Steal the Sound: Build Instant Tension Like David Slade’s Legacy Teasers

Struggling to make a 30-second promo that actually scares people — or at least makes them stop scrolling? You’re not alone. Short-form horror promos live or die on sound: the right textures, silence, and low-end can turn a quick cut into a visceral experience. In early 2026, with David Slade’s Legacy generating buzz at markets like EFM, creators have a fresh blueprint for trailer-first sound design. This article breaks down the practical tricks used in modern horror teasers — what to copy, how to mix it, and a ready-to-paste list of audio assets you can use immediately.

Why sound trumps image in 00:30–01:00 promos

Images hook the eye, but sound controls the body. In short promos you don’t have time to build narrative — you have to transmit emotion. Use sound design to:

  • Create instant physiological response (sub-bass, infrasound cues)
  • Drive edits and pacing with rhythmic impacts and risers
  • Use absence—strategic silence—to intensify the next hit

What modern horror trailers (including Slade’s school) use: a quick taxonomy

Across 2024–2026 horror promos there are recurring, high-impact devices you should know and be able to recreate fast:

  • Sub drops and infrasound — low-frequency hits (20–80 Hz) that you feel more than hear.
  • Reverse swells — reversed impacts or breaths placed before cuts to create whip-crack tension.
  • Textural drones — processed field recordings stretched granularly to form a bed.
  • Stinger micro-remixes — short, pitched-up or pitched-down orchestral or synth hits aligned to every hard cut.
  • Foley up-close — amplified small sounds (metal scrape, throat click, fabric rustle) to lend intimacy.
  • Transient gating — very short gated noise hits that create a percussive, unnatural rhythm.
“David Slade’s backers showcased early Legacy footage at EFM in January 2026. The footage—and teasers built from it—illustrates how bite-sized horror storytelling now relies on surgical audio.”
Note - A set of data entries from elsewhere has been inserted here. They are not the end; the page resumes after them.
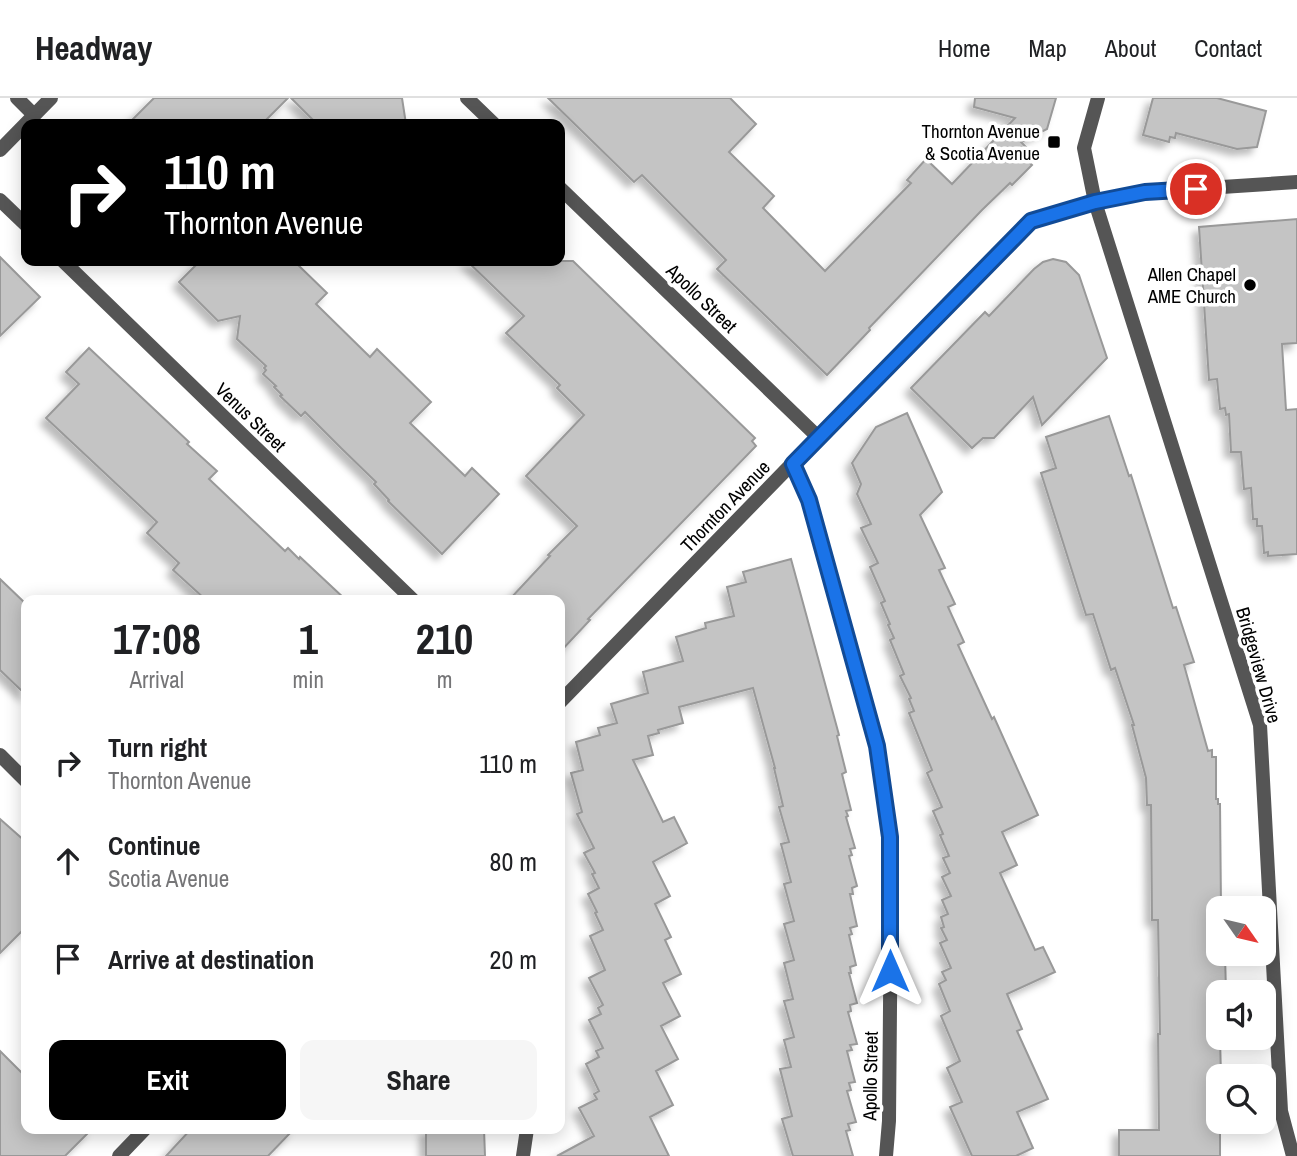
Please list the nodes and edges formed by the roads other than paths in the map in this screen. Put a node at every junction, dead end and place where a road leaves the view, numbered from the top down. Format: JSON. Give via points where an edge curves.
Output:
{"nodes":[{"id":1,"x":17,"y":98,"type":"edge"},
{"id":2,"x":51,"y":98,"type":"edge"},
{"id":3,"x":467,"y":98,"type":"edge"},
{"id":4,"x":1098,"y":98,"type":"edge"},
{"id":5,"x":34,"y":115,"type":"junction"},
{"id":6,"x":30,"y":119,"type":"edge"},
{"id":7,"x":489,"y":119,"type":"edge"},
{"id":8,"x":21,"y":128,"type":"edge"},
{"id":9,"x":0,"y":150,"type":"edge"},
{"id":10,"x":1297,"y":182,"type":"edge"},
{"id":11,"x":565,"y":193,"type":"edge"},
{"id":12,"x":0,"y":200,"type":"edge"},
{"id":13,"x":1095,"y":202,"type":"junction"},
{"id":14,"x":21,"y":220,"type":"edge"},
{"id":15,"x":68,"y":266,"type":"edge"},
{"id":16,"x":818,"y":437,"type":"junction"},
{"id":17,"x":793,"y":464,"type":"junction"},
{"id":18,"x":408,"y":595,"type":"edge"},
{"id":19,"x":565,"y":697,"type":"edge"},
{"id":20,"x":0,"y":755,"type":"edge"},
{"id":21,"x":21,"y":775,"type":"edge"},
{"id":22,"x":140,"y":1134,"type":"edge"},
{"id":23,"x":526,"y":1134,"type":"edge"},
{"id":24,"x":119,"y":1156,"type":"edge"},
{"id":25,"x":523,"y":1156,"type":"edge"},
{"id":26,"x":886,"y":1156,"type":"edge"},
{"id":27,"x":1293,"y":1156,"type":"edge"}],
"edges":[{"from":1,"to":5,"type":"street"},
{"from":2,"to":5,"type":"street"},
{"from":3,"to":7,"type":"street"},
{"from":4,"to":13,"type":"street","via":[[1084,148]]},
{"from":5,"to":6,"type":"street"},
{"from":8,"to":9,"type":"street"},
{"from":10,"to":13,"type":"street","name":"Thornton Avenue","via":[[1145,192]]},
{"from":11,"to":16,"type":"street","name":"Apollo Street"},
{"from":12,"to":14,"type":"street"},
{"from":13,"to":16,"type":"street","name":"Thornton Avenue","via":[[1031,221]]},
{"from":13,"to":27,"type":"street","name":"Bridgeview Drive","via":[[1260,725],[1281,1111]]},
{"from":15,"to":18,"type":"street","name":"Venus Street"},
{"from":16,"to":17,"type":"street","name":"Thornton Avenue"},
{"from":17,"to":19,"type":"street","name":"Thornton Avenue"},
{"from":17,"to":26,"type":"street","name":"Apollo Street","via":[[809,500],[877,746],[890,837]]},
{"from":20,"to":21,"type":"street"},
{"from":22,"to":24,"type":"street"},
{"from":23,"to":25,"type":"street"}]}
Fast recipe: Build a 30-second horror teaser in 10 steps

Follow this step-by-step to create a high-impact promo in a single DAW session. This is an actionable pipeline that mirrors techniques used by top genre sound designers.

  1. Collect 15–20 assets (see downloadable list below): subs, hits, risers, textures, foley, footsteps, vocal breaths.
  2. Create stems: Atmos/Textural bed, Low/Sub, Hits/Stingers, Foley, Dialog/VO, Music.
  3. Map the edit: Mark 0:00, 0:08, 0:15, 0:22, 0:30 — plan tension spikes on these beats.
  4. Place a sub-drop under the first frame cut — long attack, short release, -6 to -8 dB in mix as starting point.
  5. Use reverse swells before visual reveals; automate highpass filter open toward the cut.
  6. Layer a stinger on the visual snap: combine an orchestral hit, a processed synth, and a pitched-down metallic impact.
  7. Carve space with multiband dynamic EQ; duck textures 2–6 kHz when VO hits to keep clarity.
  8. Automate silence — drop everything to near silence for 0.2–0.8s before the last beat to magnify the final hit.
  9. Glue with saturation: gentle tape or tube saturation on the master bus (0.5–2 dB gain reduction equivalent) to unify elements.
  10. Finalize loudness: target web promo loudness (see tips below), and render separate stems for platform variants.

Example timeline (00:30)

  • 0:00–0:03 — Sub-bed + breathy texture; titles fade in.
  • 0:03 — Reverse swell into a stinger; cut to shock image.
  • 0:04–0:12 — Sparse Foley (fabric, footsteps), low drone modulates.
  • 0:12 — Loud transient hit + VO line; negative space follows.
  • 0:18–0:25 — Riser, pitch automation, layered clicks creating rhythm.
  • 0:26 — Full mix drop to silence 0.3s; final stinger and title 0:29–0:30.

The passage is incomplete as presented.